[Stored dataset items]
Content starts

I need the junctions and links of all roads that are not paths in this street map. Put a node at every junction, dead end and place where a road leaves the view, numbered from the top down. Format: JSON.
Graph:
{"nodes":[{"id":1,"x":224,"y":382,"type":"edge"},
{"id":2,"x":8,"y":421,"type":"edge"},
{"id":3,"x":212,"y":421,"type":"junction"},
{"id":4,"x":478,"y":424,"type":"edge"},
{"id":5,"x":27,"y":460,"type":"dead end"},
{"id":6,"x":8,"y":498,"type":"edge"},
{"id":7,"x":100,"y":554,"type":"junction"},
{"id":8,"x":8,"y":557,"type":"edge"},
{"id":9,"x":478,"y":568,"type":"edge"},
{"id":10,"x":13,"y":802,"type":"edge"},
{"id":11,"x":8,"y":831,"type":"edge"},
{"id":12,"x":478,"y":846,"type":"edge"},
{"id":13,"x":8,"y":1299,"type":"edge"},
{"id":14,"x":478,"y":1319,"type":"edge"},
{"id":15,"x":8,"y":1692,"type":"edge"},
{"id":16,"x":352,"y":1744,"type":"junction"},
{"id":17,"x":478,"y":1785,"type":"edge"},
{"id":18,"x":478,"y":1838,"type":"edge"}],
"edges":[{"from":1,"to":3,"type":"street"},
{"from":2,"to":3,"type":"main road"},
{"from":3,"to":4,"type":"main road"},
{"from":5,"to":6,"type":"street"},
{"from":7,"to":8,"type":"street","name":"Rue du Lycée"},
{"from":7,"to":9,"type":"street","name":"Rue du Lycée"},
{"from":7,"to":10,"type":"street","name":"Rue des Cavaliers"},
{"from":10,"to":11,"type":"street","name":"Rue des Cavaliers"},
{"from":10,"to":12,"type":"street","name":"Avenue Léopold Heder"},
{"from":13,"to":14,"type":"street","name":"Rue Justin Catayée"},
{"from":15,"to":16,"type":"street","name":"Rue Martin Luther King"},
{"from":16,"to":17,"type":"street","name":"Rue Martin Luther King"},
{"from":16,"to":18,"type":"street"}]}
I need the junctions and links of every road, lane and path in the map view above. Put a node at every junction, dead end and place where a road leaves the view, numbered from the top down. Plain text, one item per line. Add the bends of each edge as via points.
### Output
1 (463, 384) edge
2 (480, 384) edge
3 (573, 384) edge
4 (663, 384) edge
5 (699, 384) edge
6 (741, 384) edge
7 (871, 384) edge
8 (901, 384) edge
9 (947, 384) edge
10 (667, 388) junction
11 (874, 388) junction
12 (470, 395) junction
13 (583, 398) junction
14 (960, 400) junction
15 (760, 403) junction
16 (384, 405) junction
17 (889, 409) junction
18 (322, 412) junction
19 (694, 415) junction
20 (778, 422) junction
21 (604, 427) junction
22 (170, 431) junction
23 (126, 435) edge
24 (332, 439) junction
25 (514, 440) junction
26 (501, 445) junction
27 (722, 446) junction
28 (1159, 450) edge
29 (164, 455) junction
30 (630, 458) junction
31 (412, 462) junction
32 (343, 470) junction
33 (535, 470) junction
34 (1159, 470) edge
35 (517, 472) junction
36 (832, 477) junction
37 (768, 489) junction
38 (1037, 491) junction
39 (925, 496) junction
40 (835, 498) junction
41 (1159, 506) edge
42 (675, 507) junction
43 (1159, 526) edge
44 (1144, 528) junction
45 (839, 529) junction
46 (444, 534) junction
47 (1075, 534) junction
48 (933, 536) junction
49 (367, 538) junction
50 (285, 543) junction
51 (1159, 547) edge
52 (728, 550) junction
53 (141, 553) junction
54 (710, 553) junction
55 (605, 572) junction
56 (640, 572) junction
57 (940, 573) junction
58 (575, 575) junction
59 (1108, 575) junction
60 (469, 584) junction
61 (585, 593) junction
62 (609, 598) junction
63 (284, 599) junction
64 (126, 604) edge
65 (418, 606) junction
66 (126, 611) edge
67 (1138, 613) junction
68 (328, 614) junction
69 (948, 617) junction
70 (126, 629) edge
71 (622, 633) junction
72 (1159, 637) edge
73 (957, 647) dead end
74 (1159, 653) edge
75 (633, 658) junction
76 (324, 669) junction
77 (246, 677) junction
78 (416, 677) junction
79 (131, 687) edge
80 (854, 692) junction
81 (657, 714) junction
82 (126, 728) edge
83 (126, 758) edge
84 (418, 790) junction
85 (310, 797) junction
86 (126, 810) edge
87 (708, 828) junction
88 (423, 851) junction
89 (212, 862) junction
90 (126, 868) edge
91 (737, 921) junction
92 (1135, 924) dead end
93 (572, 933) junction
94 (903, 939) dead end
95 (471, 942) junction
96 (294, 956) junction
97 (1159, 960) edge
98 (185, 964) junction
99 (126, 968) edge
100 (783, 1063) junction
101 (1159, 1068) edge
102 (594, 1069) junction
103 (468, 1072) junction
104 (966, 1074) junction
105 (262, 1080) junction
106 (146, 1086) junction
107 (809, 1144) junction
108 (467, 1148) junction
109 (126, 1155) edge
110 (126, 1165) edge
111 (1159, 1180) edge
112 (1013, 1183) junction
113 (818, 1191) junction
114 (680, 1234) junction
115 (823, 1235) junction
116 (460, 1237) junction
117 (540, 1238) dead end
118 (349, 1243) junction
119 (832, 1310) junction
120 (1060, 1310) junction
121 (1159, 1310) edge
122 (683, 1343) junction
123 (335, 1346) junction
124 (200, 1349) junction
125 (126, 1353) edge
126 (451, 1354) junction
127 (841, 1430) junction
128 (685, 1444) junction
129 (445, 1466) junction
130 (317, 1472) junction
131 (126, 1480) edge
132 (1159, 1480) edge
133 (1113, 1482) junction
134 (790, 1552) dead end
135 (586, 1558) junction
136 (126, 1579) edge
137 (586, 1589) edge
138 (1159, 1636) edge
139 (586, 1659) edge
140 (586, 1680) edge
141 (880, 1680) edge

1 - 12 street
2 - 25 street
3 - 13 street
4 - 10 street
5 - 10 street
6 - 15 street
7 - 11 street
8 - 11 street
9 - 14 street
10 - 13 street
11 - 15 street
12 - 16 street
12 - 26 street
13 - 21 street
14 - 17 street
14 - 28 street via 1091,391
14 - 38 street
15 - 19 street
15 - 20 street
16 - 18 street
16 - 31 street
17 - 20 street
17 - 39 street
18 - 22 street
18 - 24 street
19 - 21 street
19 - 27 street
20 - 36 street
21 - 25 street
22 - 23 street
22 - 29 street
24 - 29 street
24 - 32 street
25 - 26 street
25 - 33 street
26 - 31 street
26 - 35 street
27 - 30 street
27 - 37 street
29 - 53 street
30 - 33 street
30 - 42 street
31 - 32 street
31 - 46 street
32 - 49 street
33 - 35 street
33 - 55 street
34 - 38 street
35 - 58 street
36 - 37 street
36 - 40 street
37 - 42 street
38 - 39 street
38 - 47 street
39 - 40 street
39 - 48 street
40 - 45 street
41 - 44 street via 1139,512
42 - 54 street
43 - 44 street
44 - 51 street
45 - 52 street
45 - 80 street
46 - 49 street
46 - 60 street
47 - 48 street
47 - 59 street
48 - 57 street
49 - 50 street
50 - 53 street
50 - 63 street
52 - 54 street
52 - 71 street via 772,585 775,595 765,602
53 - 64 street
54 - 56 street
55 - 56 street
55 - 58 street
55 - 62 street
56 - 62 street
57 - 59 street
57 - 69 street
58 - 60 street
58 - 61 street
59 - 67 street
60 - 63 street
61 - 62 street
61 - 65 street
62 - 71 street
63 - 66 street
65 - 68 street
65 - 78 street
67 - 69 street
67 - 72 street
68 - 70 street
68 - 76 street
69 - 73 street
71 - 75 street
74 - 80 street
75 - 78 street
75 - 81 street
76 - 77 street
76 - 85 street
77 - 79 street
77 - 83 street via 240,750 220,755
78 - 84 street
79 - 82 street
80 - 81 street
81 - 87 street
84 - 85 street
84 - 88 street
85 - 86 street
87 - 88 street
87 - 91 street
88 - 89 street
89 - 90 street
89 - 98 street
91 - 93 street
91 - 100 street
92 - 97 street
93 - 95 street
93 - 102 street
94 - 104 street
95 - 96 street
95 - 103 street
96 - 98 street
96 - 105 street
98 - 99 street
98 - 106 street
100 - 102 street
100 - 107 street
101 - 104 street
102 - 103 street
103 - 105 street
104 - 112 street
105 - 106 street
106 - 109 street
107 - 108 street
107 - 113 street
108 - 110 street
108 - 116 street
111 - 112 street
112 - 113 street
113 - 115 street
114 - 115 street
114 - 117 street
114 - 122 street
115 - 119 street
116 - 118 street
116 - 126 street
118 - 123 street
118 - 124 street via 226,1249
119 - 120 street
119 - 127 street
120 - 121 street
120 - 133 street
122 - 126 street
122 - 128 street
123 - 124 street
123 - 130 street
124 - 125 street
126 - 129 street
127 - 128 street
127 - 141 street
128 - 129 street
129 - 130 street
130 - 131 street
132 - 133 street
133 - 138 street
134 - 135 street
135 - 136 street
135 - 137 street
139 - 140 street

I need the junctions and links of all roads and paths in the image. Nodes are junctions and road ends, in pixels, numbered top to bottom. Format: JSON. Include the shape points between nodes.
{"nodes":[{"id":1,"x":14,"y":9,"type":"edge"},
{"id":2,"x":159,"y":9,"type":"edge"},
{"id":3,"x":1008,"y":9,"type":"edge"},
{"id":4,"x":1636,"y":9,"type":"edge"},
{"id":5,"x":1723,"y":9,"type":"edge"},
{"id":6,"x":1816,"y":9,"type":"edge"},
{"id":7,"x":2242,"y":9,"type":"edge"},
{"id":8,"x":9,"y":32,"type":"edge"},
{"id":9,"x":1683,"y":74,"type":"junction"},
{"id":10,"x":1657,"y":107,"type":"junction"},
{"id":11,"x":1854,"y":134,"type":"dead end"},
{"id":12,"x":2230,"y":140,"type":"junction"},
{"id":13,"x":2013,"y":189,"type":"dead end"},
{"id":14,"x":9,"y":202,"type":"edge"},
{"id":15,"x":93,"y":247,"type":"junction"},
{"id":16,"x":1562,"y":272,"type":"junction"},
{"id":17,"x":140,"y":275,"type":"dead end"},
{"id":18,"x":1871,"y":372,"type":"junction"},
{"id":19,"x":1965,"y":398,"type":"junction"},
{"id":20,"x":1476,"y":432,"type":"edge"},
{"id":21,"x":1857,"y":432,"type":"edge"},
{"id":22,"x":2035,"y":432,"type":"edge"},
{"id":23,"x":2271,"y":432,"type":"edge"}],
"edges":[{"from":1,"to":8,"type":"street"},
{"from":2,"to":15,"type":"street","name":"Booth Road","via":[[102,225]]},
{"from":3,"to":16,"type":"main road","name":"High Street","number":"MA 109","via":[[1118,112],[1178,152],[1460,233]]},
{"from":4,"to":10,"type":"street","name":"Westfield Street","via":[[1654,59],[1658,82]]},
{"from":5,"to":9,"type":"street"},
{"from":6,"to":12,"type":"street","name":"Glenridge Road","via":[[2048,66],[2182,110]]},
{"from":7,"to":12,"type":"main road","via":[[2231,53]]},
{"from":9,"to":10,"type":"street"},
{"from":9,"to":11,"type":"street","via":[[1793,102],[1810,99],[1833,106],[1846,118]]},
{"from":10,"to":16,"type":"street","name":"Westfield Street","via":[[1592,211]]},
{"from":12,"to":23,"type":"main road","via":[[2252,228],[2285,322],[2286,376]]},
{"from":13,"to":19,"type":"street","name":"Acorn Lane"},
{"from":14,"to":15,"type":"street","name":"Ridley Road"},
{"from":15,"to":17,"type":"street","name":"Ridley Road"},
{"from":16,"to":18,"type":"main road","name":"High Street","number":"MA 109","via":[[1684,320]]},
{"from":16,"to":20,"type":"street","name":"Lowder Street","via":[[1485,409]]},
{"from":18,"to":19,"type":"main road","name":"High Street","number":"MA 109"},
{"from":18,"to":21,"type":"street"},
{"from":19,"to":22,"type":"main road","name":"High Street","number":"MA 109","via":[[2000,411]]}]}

Content ends

Your task: Show every line of the records above that contains the word "place".

Answer to this task:
I need the junctions and links of all roads that are not paths in this street map. Put a node at every junction, dead end and place where a road leaves the view, numbered from the top down. Format: JSON.
I need the junctions and links of every road, lane and path in the map view above. Put a node at every junction, dead end and place where a road leaves the view, numbered from the top down. Plain text, one item per line. Add the bends of each edge as via points.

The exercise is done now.